__What to do__.
When you write out the listing, keep every character and omit the pictures.

__Data section__.
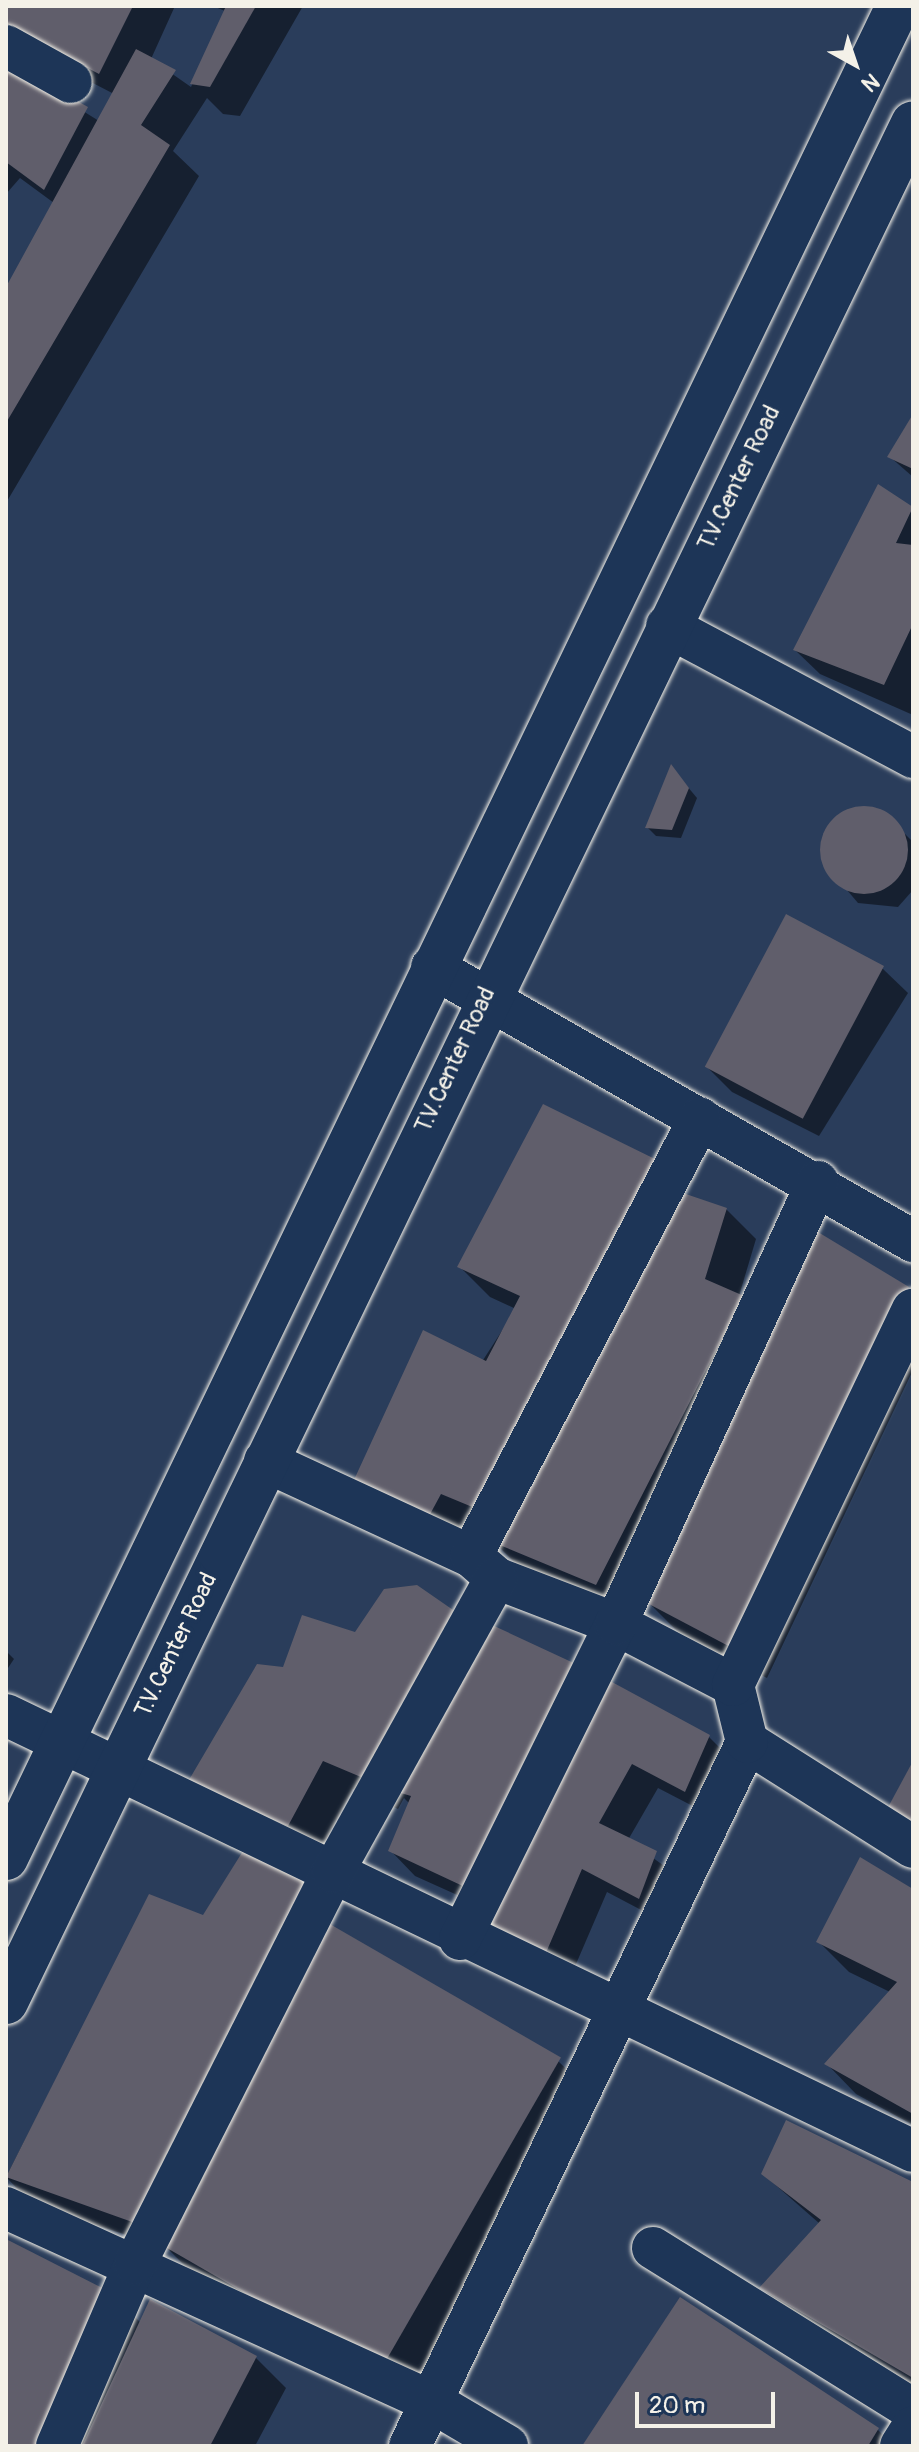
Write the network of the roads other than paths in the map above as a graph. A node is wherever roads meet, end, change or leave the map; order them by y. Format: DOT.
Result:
graph roads {
  1 [pos="898,6"];
  2 [pos="6,46"];
  3 [pos="71,82"];
  4 [pos="913,123"];
  5 [pos="667,626"];
  6 [pos="913,757"];
  7 [pos="432,967"];
  8 [pos="485,998"];
  9 [pos="700,1118"];
  10 [pos="817,1182"];
  11 [pos="913,1241"];
  12 [pos="913,1310"];
  13 [pos="265,1461"];
  14 [pos="484,1567"];
  15 [pos="616,1624"];
  16 [pos="733,1685"];
  17 [pos="6,1715"];
  18 [pos="747,1742"];
  19 [pos="60,1745"];
  20 [pos="117,1769"];
  21 [pos="913,1847"];
  22 [pos="6,1858"];
  23 [pos="333,1872"];
  24 [pos="460,1939"];
  25 [pos="6,2002"];
  26 [pos="619,2011"];
  27 [pos="913,2151"];
  28 [pos="6,2208"];
  29 [pos="653,2248"];
  30 [pos="135,2264"];
  31 [pos="434,2403"];
  32 [pos="913,2410"];
  33 [pos="913,2427"];
  34 [pos="57,2446"];
  35 [pos="410,2446"];
  36 [pos="507,2446"];
  37 [pos="901,2446"];
  1 -- 7 [label="street"];
  2 -- 3 [label="street"];
  4 -- 5 [label="street, T.V.Center Road"];
  5 -- 6 [label="street"];
  5 -- 8 [label="street, T.V.Center Road"];
  7 -- 8 [label="street"];
  7 -- 19 [label="street"];
  8 -- 9 [label="street"];
  8 -- 13 [label="street, T.V.Center Road"];
  9 -- 10 [label="street"];
  9 -- 14 [label="street"];
  10 -- 11 [label="street"];
  10 -- 15 [label="street"];
  12 -- 16 [label="street"];
  13 -- 14 [label="street"];
  13 -- 20 [label="street, T.V.Center Road"];
  14 -- 15 [label="street"];
  14 -- 23 [label="street"];
  15 -- 16 [label="street"];
  15 -- 24 [label="street"];
  16 -- 18 [label="street"];
  17 -- 19 [label="street"];
  18 -- 21 [label="street"];
  18 -- 26 [label="street"];
  19 -- 20 [label="street"];
  19 -- 22 [label="street"];
  20 -- 23 [label="street"];
  20 -- 25 [label="street, T.V.Center Road"];
  23 -- 24 [label="street"];
  23 -- 30 [label="street"];
  24 -- 26 [label="street"];
  26 -- 27 [label="street"];
  26 -- 31 [label="street"];
  28 -- 30 [label="street"];
  29 -- 32 [label="street"];
  30 -- 31 [label="street"];
  30 -- 34 [label="street"];
  31 -- 35 [label="street"];
  31 -- 36 [label="street"];
  33 -- 37 [label="street"];
}
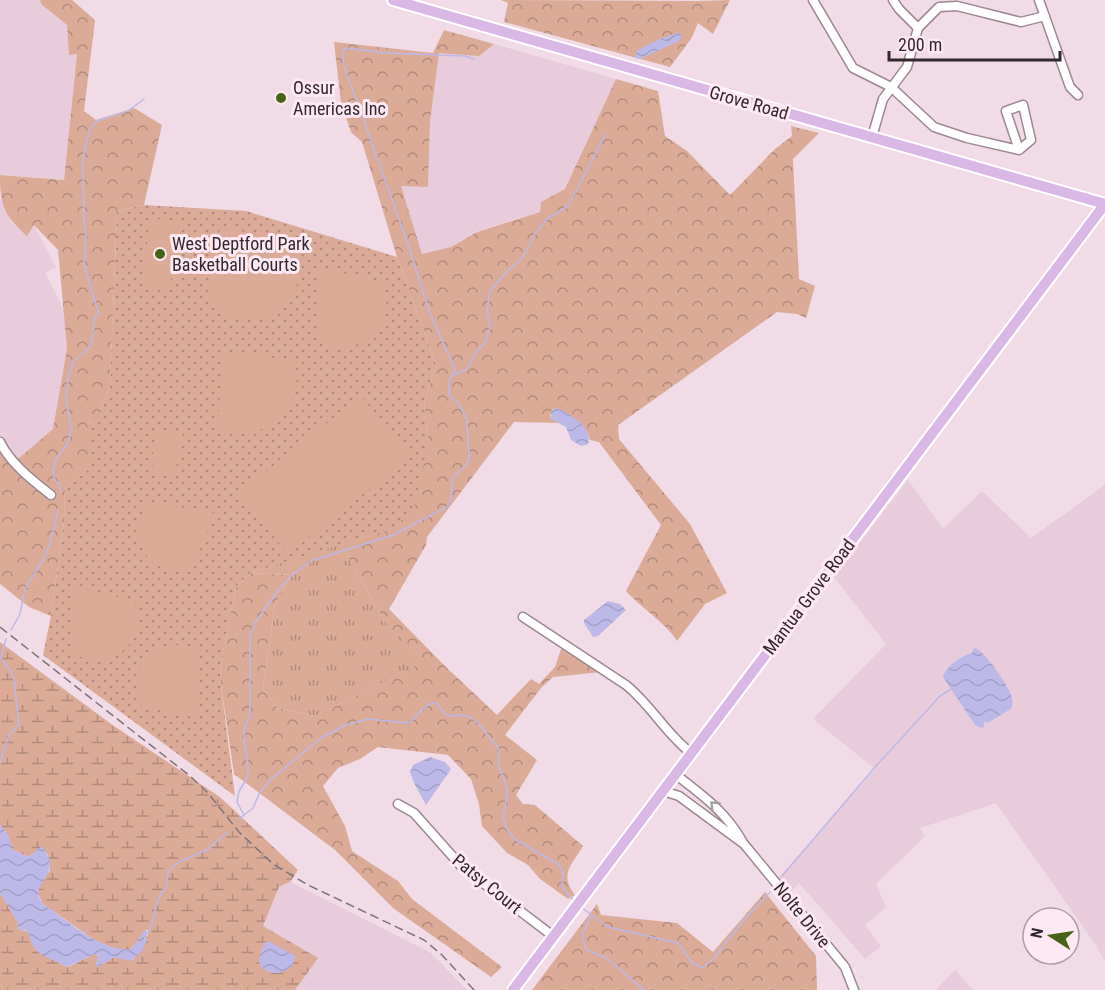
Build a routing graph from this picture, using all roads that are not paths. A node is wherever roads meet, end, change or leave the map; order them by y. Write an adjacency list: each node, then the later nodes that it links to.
1 (393, 0): 5 (main road, Grove Road)
2 (813, 0): 8 (street)
3 (894, 0): 7 (street)
4 (1039, 0): 6 (street)
5 (415, 3): 10 (main road, Grove Road)
6 (1044, 16): 7 (street); 9 (street)
7 (918, 28): 8 (street)
8 (891, 87): 10 (street); 11 (street)
9 (1078, 95)
10 (872, 137): 12 (main road, Grove Road)
11 (1019, 150): 11 (street)
12 (1105, 204): 16 (main road, Mantua Grove Road)
13 (0, 442): 14 (street)
14 (51, 495)
15 (523, 617): 16 (street)
16 (691, 753): 17 (main road, Mantua Grove Road)
17 (675, 774): 18 (main road, Mantua Grove Road); 20 (street, Nolte Drive, one-way to 17)
18 (663, 791): 20 (street, Nolte Drive); 21 (main road, Mantua Grove Road)
19 (398, 804): 21 (street, Patsy Court)
20 (744, 844): 23 (street, Nolte Drive)
21 (553, 936): 22 (main road, Mantua Grove Road)
22 (513, 990)
23 (854, 990)

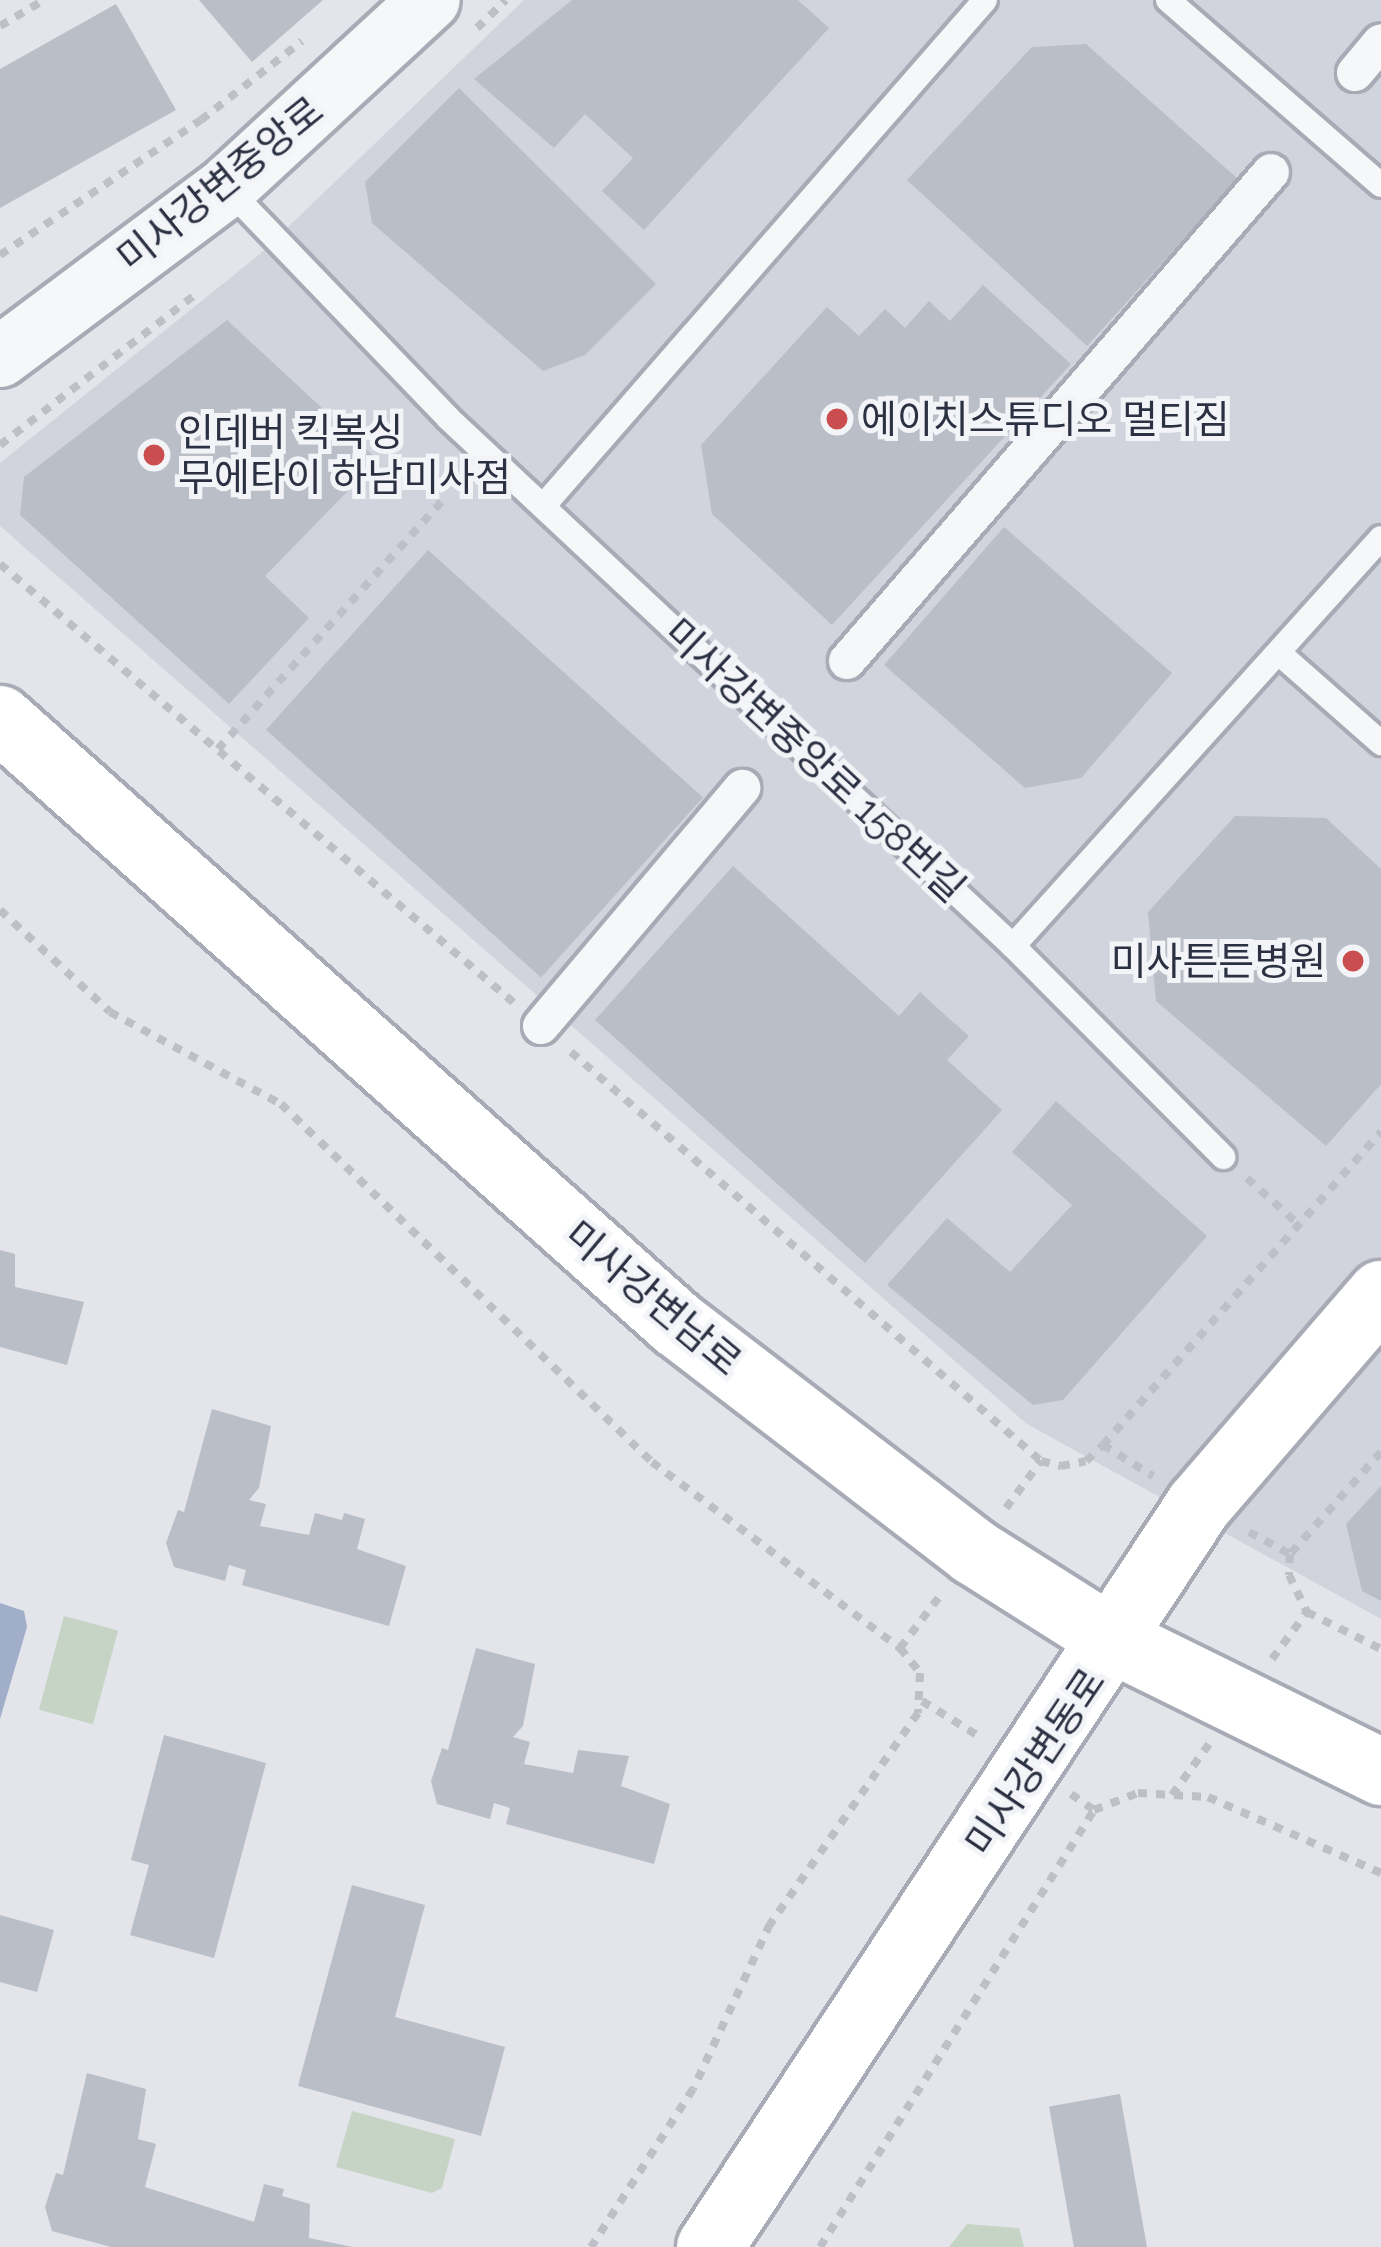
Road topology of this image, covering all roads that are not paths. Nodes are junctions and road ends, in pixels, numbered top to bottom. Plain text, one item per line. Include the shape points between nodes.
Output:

__Written response__.
Write the network of the roads other than paths in the map above as a graph. A node is wherever roads meet, end, change or leave the map; order them by y. Format: DOT.
Result:
graph roads {
  1 [pos="898,6"];
  2 [pos="6,46"];
  3 [pos="71,82"];
  4 [pos="913,123"];
  5 [pos="667,626"];
  6 [pos="913,757"];
  7 [pos="432,967"];
  8 [pos="485,998"];
  9 [pos="700,1118"];
  10 [pos="817,1182"];
  11 [pos="913,1241"];
  12 [pos="913,1310"];
  13 [pos="265,1461"];
  14 [pos="484,1567"];
  15 [pos="616,1624"];
  16 [pos="733,1685"];
  17 [pos="6,1715"];
  18 [pos="747,1742"];
  19 [pos="60,1745"];
  20 [pos="117,1769"];
  21 [pos="913,1847"];
  22 [pos="6,1858"];
  23 [pos="333,1872"];
  24 [pos="460,1939"];
  25 [pos="6,2002"];
  26 [pos="619,2011"];
  27 [pos="913,2151"];
  28 [pos="6,2208"];
  29 [pos="653,2248"];
  30 [pos="135,2264"];
  31 [pos="434,2403"];
  32 [pos="913,2410"];
  33 [pos="913,2427"];
  34 [pos="57,2446"];
  35 [pos="410,2446"];
  36 [pos="507,2446"];
  37 [pos="901,2446"];
  1 -- 7 [label="street"];
  2 -- 3 [label="street"];
  4 -- 5 [label="street, T.V.Center Road"];
  5 -- 6 [label="street"];
  5 -- 8 [label="street, T.V.Center Road"];
  7 -- 8 [label="street"];
  7 -- 19 [label="street"];
  8 -- 9 [label="street"];
  8 -- 13 [label="street, T.V.Center Road"];
  9 -- 10 [label="street"];
  9 -- 14 [label="street"];
  10 -- 11 [label="street"];
  10 -- 15 [label="street"];
  12 -- 16 [label="street"];
  13 -- 14 [label="street"];
  13 -- 20 [label="street, T.V.Center Road"];
  14 -- 15 [label="street"];
  14 -- 23 [label="street"];
  15 -- 16 [label="street"];
  15 -- 24 [label="street"];
  16 -- 18 [label="street"];
  17 -- 19 [label="street"];
  18 -- 21 [label="street"];
  18 -- 26 [label="street"];
  19 -- 20 [label="street"];
  19 -- 22 [label="street"];
  20 -- 23 [label="street"];
  20 -- 25 [label="street, T.V.Center Road"];
  23 -- 24 [label="street"];
  23 -- 30 [label="street"];
  24 -- 26 [label="street"];
  26 -- 27 [label="street"];
  26 -- 31 [label="street"];
  28 -- 30 [label="street"];
  29 -- 32 [label="street"];
  30 -- 31 [label="street"];
  30 -- 34 [label="street"];
  31 -- 35 [label="street"];
  31 -- 36 [label="street"];
  33 -- 37 [label="street"];
}
Build a routing graph from this picture, using all roads that are not paths. A node is wherever roads meet, end, change or leave the map; order them by y. Write an adjacency list: each node, then the later nodes that it links to.
1 (393, 0): 5 (main road, Grove Road)
2 (813, 0): 8 (street)
3 (894, 0): 7 (street)
4 (1039, 0): 6 (street)
5 (415, 3): 10 (main road, Grove Road)
6 (1044, 16): 7 (street); 9 (street)
7 (918, 28): 8 (street)
8 (891, 87): 10 (street); 11 (street)
9 (1078, 95)
10 (872, 137): 12 (main road, Grove Road)
11 (1019, 150): 11 (street)
12 (1105, 204): 16 (main road, Mantua Grove Road)
13 (0, 442): 14 (street)
14 (51, 495)
15 (523, 617): 16 (street)
16 (691, 753): 17 (main road, Mantua Grove Road)
17 (675, 774): 18 (main road, Mantua Grove Road); 20 (street, Nolte Drive, one-way to 17)
18 (663, 791): 20 (street, Nolte Drive); 21 (main road, Mantua Grove Road)
19 (398, 804): 21 (street, Patsy Court)
20 (744, 844): 23 (street, Nolte Drive)
21 (553, 936): 22 (main road, Mantua Grove Road)
22 (513, 990)
23 (854, 990)

Road topology of this image, covering all roads that are not paths. Nodes are junctions and road ends, in pixels, numbered top to bottom. Plain text, one item per line. Include the shape points between nodes.
Output:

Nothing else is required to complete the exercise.